Offshore E&P, particularly in deep water, is not for the faint of heart. Project costs range from the tens of millions of dollars to the billions, and a failed project or underperforming well could prove debilitating to some companies. Additionally, even those companies that are successful in offshore development must maintain a growth approach, particularly to appease investors and analysts. However, as panelists noted during a CERAWeek session focused on deepwater development trends, it’s not particularly easy to replace the hydrocarbons that are being produced.

“Growth is difficult in the upstream,” said Stephen Greenlee, vice president of Exxon Mobil Corp. “Our company has made for some time about 4 MMbbl/d, with a 5% decline on top of that. Just to stay still, you’ve got to replace 20,000 bbl/d of production capacity, which is a lot.”

As Greenlee and his co-panelists explained, offshore oil and gas is facing a “prove it” moment. Kevin McLachlan, senior vice president of exploration at Total, explained that the industry “has to learn from our mistakes” in spending when prices were $100/bbl or more—often with underwhelming results.

The challenges facing oil companies, particularly supermajors, that work offshore are to continue to find large fields, develop them at much lower costs than before and replace significant amounts of production. Development costs have already substantially improved—down to about $21/bbl from $71/bbl, said Torgrim Reitman, executive vice president of development and production international at Equinor, during the CERAWeek session.

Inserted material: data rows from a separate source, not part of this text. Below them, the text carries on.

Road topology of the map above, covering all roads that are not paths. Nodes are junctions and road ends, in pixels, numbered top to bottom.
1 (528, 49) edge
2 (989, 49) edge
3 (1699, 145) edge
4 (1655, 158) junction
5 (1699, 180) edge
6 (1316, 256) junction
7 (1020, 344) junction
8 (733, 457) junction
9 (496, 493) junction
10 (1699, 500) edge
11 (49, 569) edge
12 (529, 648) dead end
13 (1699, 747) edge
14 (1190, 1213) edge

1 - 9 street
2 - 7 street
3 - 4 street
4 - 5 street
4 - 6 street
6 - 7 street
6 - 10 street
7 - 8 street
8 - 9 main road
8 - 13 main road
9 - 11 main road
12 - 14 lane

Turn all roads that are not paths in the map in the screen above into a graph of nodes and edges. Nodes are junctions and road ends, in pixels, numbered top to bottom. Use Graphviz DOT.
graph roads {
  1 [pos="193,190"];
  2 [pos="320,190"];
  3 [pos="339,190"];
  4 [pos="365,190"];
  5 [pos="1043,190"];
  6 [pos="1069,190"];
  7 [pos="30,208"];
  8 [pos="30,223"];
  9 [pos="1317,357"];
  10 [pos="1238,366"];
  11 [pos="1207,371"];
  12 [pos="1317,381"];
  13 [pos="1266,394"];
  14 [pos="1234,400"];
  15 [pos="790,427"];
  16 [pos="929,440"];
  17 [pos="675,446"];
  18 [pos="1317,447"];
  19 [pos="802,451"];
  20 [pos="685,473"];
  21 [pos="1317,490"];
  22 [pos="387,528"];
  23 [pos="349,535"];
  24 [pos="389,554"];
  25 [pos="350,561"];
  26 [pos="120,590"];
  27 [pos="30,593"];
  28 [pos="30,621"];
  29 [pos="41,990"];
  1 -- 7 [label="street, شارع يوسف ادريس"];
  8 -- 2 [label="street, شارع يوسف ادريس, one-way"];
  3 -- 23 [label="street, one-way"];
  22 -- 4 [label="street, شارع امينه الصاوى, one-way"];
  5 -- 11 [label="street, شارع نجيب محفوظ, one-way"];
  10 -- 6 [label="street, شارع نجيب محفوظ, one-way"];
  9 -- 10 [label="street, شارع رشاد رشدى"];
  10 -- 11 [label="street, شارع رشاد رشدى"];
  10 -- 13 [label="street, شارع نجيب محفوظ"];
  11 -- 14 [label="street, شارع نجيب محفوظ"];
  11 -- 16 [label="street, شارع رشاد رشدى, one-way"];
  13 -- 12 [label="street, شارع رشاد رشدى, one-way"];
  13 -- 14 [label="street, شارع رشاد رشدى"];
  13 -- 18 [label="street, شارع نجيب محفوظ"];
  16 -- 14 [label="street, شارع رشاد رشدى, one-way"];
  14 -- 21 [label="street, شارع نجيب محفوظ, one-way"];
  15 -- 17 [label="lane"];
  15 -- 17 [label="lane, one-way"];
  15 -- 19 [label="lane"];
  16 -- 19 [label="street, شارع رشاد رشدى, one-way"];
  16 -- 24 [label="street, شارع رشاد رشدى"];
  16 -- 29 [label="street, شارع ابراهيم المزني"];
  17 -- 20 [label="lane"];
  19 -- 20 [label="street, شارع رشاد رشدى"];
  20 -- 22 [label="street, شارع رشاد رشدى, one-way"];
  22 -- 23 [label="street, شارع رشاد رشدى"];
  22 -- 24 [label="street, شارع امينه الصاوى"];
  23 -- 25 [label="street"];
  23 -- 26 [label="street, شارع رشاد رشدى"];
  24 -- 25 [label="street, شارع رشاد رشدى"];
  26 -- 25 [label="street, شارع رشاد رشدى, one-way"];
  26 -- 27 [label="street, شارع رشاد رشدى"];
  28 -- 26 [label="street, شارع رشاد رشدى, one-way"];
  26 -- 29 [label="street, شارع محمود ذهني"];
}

More than 50 years after modern development was initiated, the Gulf of Mexico (GoM) continues to be one of the world’s great offshore areas with several recent announcements proving there is still a place for large-scale developments. In November Chevron announced first oil from its Big Foot deepwater project. Discovered in 2006, Big Foot contains resources of more than 200 MMboe and has a projected life of 35 years, according to the company. The project is designed to produce 75,000 bbl/d and 707,921 cu. m/d (25 MMcf/d) of natural gas. And in January 2018, Chevron, in partnership with Total, announced a major discovery at the Ballmore project in the Norphlet play. According to Total, the discovery encountered 205 m (672 ft) of net oil pay—a potentially massive resource.

Shell’s biggest offshore project, Appomattox, is expected to achieve first oil by the end of the year with peak production expected at 175,000 boe/d. Conceived during a period in which oil prices were about $100/bbl, Shell slashed costs for Appomattox by 30% to keep the project feasible in the lower price environment.

To kick off the year, BP announced a major expansion at its Atlantis Field and also identified “significant” oil resources that the company said could create further development opportunities. Phase 3 of the Atlantis project includes the construction of a new subsea production system from eight new wells that will be tied to the current platform. The new system is expected to come onstream by 2020 and produce about 38,000 boe/d at its peak. In addition, thanks to improved seismic imaging techniques, BP has identified an additional 1 Bbbl of oil in place at its Thunder Horse Field. As if those weren’t enough, BP also announced two oil discoveries in the GoM at the Manuel and Nearly Headless Nick prospects, the latter of which is operated by LLOG.

The size of these projects and their financial solvency are indications that the offshore industry can thrive in the current price environment. And as Greenlee noted, they should prove to be the beginning of new abilities.

“I think we need to prove our ability to replicate these profitable projects,” Greenlee said. “Only when we do that will the market be completely comfortable with us being able to create long-term sustainable value with our deepwater exploration programs.”